SNK's weapons-based fighting series Samurai Shodown turns 30 today.
Released in arcades on July 7th, 1993 in Japan (where it goes by the title Samurai Spirits), the Neo Geo one-on-one brawler quickly established itself as one of the leading rivals to Capcom's Street Fighter II. The core development team for the game was made up of SNK veterans and ex-Capcom staffers, which goes some way to explain why it made such a massive impact at the time of release.

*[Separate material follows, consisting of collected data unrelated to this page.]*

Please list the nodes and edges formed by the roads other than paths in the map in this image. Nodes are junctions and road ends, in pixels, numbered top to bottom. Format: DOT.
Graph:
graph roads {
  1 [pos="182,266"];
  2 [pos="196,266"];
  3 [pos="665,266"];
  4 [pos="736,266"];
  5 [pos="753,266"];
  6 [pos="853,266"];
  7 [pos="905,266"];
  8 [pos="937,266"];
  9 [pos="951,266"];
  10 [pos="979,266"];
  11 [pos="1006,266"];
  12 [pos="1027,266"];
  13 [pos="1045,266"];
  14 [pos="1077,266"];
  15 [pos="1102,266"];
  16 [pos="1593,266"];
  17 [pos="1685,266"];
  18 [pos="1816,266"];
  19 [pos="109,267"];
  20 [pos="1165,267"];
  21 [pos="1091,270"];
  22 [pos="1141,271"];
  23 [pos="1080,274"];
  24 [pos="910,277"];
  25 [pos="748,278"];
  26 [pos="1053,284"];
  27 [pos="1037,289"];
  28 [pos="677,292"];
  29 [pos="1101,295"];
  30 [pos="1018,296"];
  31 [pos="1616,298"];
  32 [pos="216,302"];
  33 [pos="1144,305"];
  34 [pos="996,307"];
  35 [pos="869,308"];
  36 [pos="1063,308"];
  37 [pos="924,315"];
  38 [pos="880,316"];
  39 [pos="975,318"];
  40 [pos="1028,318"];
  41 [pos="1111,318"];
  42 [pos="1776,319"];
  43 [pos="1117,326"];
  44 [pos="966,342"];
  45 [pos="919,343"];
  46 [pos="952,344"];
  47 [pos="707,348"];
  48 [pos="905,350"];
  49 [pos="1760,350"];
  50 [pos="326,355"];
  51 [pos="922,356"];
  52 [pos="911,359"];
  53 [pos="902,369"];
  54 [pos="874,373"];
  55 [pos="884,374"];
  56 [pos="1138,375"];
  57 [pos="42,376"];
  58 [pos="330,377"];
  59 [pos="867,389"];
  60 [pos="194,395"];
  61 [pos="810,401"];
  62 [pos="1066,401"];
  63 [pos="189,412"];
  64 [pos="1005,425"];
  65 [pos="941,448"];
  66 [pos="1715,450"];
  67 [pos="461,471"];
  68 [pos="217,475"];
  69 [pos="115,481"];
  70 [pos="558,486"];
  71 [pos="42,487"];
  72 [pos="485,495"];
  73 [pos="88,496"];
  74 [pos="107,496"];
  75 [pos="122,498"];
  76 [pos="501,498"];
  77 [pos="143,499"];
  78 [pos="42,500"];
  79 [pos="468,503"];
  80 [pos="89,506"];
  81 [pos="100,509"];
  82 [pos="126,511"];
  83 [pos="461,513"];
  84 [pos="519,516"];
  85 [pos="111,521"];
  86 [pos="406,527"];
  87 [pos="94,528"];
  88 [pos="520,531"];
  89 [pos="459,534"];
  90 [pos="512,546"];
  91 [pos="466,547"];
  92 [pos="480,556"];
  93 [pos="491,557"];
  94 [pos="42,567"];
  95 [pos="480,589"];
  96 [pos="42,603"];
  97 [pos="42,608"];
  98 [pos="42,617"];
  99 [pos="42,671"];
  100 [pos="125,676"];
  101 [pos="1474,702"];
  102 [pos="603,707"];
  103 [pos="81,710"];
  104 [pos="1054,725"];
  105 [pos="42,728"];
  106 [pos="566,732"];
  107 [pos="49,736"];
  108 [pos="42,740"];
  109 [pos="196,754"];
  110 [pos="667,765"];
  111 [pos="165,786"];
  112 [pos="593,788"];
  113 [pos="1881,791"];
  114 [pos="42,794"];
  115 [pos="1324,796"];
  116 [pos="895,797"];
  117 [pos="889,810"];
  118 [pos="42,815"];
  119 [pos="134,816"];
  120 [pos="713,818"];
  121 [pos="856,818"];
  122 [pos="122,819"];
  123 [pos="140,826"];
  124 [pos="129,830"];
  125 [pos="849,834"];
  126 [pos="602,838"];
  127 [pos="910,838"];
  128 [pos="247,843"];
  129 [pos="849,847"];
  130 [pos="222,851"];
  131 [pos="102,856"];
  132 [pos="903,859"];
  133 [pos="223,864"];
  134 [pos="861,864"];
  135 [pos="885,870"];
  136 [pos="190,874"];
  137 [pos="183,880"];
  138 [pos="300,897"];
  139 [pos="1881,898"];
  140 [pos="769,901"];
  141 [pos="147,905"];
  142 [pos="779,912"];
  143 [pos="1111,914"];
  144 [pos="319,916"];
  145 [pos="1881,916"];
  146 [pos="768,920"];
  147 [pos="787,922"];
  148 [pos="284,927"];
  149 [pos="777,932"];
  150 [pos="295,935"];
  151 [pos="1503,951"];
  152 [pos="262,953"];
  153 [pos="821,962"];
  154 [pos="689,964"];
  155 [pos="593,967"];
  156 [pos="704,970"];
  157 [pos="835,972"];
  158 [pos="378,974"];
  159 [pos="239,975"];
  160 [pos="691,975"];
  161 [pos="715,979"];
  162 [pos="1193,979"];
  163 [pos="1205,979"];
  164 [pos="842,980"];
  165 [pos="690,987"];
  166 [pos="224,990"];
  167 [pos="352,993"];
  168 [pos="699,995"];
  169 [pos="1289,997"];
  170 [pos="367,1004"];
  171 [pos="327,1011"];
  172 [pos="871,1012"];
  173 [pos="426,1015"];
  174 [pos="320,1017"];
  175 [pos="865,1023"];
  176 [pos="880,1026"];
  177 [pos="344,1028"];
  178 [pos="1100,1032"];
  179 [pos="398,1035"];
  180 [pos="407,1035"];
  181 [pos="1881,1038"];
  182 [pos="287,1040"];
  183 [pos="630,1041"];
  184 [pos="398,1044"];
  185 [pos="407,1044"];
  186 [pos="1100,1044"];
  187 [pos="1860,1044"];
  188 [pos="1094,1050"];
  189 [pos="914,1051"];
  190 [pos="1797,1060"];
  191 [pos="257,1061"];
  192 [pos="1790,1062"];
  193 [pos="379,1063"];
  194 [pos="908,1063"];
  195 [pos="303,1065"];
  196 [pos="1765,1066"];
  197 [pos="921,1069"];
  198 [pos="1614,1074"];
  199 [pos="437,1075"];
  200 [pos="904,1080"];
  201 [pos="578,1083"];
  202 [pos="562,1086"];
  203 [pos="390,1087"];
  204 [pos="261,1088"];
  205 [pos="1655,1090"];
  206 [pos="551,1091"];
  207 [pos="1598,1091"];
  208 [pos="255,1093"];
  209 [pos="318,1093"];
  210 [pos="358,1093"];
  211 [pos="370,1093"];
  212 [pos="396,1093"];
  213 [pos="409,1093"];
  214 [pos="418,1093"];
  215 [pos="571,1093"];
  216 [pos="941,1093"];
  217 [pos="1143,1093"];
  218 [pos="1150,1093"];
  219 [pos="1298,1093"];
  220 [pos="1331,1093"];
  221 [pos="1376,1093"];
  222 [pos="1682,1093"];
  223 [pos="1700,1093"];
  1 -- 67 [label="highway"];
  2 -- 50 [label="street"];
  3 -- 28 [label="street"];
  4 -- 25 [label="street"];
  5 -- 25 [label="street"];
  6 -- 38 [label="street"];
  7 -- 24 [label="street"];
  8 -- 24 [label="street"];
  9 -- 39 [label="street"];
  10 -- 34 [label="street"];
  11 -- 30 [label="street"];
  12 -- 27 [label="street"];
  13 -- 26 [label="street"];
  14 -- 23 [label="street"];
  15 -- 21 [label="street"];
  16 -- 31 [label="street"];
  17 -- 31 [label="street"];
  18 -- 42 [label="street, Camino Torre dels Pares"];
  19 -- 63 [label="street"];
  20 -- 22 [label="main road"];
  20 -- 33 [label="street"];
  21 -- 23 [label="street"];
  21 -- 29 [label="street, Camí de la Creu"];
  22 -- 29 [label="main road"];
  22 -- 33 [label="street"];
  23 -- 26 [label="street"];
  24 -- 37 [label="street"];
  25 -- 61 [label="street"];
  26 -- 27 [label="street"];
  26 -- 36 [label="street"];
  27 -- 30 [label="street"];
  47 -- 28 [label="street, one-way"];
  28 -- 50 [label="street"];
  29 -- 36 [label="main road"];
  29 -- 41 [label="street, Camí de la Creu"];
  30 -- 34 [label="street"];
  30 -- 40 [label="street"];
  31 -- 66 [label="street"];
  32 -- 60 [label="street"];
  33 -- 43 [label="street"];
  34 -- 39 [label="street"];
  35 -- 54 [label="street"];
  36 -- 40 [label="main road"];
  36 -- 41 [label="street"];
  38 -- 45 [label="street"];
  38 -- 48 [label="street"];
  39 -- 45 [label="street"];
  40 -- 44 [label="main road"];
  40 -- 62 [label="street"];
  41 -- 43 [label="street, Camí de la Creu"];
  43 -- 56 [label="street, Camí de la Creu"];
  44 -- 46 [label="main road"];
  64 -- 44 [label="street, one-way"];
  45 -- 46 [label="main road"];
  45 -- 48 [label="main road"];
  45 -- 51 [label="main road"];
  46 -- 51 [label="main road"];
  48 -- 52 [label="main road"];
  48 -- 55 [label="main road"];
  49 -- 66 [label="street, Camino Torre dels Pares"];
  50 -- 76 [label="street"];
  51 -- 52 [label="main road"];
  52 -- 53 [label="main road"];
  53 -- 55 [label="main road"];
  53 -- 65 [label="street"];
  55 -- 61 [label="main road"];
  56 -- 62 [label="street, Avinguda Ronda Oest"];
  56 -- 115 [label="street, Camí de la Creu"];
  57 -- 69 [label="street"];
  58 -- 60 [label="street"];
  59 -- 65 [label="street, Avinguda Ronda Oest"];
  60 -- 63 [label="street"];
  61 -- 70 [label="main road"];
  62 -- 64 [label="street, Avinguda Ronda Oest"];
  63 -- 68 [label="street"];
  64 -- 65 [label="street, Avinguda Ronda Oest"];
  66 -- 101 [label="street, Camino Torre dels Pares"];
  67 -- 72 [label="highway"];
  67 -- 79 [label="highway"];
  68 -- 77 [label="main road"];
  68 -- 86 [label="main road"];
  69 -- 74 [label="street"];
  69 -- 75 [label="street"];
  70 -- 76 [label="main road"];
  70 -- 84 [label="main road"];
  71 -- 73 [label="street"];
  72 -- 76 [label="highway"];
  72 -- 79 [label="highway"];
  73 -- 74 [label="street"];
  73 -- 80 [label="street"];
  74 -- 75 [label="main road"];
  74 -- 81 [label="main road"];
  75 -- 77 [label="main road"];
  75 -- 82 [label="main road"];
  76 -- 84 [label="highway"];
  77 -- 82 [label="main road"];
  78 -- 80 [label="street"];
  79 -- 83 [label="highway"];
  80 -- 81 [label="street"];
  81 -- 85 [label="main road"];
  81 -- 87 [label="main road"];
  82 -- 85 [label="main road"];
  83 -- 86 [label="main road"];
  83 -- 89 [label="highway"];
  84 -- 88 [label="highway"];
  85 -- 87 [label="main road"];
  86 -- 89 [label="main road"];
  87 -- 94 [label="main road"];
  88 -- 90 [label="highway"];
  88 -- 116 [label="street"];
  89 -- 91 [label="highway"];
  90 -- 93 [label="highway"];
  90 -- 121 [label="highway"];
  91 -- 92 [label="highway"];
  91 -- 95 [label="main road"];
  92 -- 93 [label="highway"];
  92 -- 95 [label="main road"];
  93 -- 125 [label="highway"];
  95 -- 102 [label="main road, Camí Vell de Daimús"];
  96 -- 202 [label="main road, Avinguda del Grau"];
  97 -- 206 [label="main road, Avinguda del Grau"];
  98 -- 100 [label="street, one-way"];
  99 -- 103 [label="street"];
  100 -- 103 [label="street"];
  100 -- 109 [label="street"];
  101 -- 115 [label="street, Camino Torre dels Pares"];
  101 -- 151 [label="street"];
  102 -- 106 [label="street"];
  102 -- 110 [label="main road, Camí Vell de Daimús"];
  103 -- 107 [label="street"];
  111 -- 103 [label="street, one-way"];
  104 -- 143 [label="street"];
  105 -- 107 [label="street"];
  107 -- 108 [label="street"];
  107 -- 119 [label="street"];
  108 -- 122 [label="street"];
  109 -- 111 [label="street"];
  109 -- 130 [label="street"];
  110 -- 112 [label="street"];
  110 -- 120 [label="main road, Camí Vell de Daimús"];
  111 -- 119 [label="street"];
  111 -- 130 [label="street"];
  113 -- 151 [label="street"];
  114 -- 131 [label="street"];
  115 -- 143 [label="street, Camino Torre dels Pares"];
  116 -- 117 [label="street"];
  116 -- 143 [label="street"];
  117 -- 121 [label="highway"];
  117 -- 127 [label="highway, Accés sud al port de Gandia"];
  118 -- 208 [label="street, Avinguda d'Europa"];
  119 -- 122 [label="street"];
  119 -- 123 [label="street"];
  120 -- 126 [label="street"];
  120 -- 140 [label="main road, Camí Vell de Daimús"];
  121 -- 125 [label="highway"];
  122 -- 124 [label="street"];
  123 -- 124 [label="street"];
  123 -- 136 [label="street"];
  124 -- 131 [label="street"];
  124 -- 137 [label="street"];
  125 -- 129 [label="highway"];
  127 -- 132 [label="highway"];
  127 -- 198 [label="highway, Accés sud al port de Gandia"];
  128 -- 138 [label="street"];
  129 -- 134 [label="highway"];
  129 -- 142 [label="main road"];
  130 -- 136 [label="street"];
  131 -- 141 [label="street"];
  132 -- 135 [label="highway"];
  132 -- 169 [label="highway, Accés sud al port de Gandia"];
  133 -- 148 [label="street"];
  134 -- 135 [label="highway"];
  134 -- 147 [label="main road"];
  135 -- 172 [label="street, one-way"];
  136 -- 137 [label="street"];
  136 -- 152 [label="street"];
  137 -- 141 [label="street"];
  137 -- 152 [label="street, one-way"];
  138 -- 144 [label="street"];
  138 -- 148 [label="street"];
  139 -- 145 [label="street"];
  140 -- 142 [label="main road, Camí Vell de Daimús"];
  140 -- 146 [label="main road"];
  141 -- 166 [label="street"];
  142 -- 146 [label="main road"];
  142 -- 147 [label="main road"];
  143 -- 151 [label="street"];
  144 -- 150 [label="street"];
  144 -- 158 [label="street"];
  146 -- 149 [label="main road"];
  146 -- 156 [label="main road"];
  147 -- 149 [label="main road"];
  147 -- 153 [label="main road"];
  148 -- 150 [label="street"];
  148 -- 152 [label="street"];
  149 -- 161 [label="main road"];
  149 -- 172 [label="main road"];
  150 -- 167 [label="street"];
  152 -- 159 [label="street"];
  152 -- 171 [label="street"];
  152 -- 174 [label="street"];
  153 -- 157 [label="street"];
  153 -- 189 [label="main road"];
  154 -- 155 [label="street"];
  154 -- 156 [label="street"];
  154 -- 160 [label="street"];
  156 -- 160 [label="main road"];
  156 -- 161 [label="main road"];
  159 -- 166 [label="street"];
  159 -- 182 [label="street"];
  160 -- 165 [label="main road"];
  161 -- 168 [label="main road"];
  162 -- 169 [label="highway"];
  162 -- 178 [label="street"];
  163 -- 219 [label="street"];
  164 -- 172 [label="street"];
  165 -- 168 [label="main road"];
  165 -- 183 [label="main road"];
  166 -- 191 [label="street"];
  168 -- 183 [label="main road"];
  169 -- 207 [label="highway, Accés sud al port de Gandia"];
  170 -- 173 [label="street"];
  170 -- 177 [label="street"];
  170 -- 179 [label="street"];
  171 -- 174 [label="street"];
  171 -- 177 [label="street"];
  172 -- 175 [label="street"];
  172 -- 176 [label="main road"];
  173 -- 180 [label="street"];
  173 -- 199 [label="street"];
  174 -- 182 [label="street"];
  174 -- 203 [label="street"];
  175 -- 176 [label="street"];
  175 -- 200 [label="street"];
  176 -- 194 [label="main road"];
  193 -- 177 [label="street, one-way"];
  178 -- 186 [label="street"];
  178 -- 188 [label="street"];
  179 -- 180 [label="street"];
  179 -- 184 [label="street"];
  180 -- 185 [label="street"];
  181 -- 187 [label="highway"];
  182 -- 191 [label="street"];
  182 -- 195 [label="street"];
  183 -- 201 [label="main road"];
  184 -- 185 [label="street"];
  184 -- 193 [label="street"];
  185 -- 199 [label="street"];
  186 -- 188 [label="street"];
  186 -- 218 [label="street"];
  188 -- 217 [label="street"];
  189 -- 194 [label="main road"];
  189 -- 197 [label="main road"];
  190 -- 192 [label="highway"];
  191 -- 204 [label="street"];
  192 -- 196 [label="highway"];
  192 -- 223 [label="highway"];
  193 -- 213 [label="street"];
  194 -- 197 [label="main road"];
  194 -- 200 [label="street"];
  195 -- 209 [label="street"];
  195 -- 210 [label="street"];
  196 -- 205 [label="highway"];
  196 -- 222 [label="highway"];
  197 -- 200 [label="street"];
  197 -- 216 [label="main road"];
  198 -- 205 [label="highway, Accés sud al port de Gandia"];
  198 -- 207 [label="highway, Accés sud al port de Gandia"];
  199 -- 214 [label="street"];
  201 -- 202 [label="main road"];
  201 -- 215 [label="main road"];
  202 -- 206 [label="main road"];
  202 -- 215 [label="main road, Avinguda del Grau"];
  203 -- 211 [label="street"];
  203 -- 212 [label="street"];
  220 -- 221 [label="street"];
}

Set in the late 18th century, Samurai Shodown differentiated itself from the competition by making use of traditional Japanese musical instruments for its soundtrack. The 'zoom' feature made famous by SNK's Art of Fighting and Fatal Fury series was also utilised, allowing the camera to pop in and out of the action. Finally, the copious amount of blood on display also ensured the game gained a sizeable audience; Samurai Shodown was Japan's sixth highest-grossing arcade game of 1993 and made the top five list of highest-grossing arcade conversion kits in North America the following year.
Samurai Shodown was followed by Samurai Shodown II (1994), Samurai Shodown III: Blades of Blood (1995), Samurai Shodown IV: Amakusa's Revenge (1996) and Samurai Shodown V (2003) on the original Neo Geo hardware. Samurai Shodown VI was released in 2005 on Sammy's Atomiswave arcade standard, followed by 2008's Samurai Spirits Sen on the Taito Type X board. In 2019, SNK rebooted the series for modern systems with the critically acclaimed Samurai Shodown.
The series also made its way to the Game Boy and Neo Geo Pocket Color, as well as other systems. The RPG spin-off Shinsetsu Samurai Spirits Bushidō Retsuden was released on the Neo Geo CD, PlayStation and Saturn in 1997, but was never released outside of Japan (it is currently in the process of being translated by fans).